- Exercise details: If a line of the data below holds the string "Георга", copy it.

Items listed in a dataset:
[Start of section]
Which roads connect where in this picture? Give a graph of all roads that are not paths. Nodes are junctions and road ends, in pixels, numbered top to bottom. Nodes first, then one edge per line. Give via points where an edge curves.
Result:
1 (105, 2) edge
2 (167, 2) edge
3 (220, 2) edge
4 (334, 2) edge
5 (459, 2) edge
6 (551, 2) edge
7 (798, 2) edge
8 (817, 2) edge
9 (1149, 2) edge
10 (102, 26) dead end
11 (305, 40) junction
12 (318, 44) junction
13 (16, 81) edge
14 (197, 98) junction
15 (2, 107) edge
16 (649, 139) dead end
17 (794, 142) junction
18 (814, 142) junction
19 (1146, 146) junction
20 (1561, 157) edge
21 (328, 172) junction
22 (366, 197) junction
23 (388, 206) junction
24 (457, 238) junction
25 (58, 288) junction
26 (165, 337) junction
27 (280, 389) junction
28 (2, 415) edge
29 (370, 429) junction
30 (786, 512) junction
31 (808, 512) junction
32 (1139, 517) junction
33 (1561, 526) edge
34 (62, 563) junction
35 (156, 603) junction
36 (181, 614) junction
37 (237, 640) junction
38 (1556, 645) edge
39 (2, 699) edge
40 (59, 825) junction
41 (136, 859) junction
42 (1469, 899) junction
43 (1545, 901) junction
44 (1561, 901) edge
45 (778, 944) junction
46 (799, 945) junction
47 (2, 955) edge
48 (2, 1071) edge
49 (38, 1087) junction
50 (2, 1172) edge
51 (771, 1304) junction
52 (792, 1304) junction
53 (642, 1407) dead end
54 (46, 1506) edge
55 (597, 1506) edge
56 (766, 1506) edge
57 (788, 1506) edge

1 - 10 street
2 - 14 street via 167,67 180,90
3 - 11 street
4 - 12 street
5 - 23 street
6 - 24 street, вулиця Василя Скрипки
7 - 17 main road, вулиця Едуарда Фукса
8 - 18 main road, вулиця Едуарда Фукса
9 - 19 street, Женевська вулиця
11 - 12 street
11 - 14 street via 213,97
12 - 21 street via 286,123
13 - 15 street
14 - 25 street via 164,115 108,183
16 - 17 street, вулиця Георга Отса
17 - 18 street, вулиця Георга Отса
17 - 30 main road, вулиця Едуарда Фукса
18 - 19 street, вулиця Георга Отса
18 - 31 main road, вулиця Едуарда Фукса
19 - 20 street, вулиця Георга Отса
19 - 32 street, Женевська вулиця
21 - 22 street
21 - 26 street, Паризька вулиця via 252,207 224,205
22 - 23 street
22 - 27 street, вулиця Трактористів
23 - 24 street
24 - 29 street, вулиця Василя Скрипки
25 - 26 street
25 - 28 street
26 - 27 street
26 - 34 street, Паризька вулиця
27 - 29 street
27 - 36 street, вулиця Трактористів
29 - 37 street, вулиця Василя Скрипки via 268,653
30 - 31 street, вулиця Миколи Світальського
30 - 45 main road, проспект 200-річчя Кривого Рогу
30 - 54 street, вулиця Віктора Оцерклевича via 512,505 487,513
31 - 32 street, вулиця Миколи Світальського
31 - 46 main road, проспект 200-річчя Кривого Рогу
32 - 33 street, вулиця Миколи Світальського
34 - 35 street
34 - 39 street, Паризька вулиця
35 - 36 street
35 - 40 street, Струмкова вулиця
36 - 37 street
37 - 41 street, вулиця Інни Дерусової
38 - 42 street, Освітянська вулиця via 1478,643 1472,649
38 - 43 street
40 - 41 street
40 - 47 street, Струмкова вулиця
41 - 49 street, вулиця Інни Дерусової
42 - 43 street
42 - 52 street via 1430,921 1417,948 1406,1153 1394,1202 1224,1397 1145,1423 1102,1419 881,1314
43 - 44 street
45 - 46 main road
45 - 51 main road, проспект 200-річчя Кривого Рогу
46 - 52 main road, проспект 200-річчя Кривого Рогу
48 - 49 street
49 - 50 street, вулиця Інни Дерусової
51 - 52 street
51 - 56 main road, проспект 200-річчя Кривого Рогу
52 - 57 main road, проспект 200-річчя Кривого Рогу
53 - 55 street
[End of section]
- Written solution:
16 - 17 street, вулиця Георга Отса
17 - 18 street, вулиця Георга Отса
18 - 19 street, вулиця Георга Отса
19 - 20 street, вулиця Георга Отса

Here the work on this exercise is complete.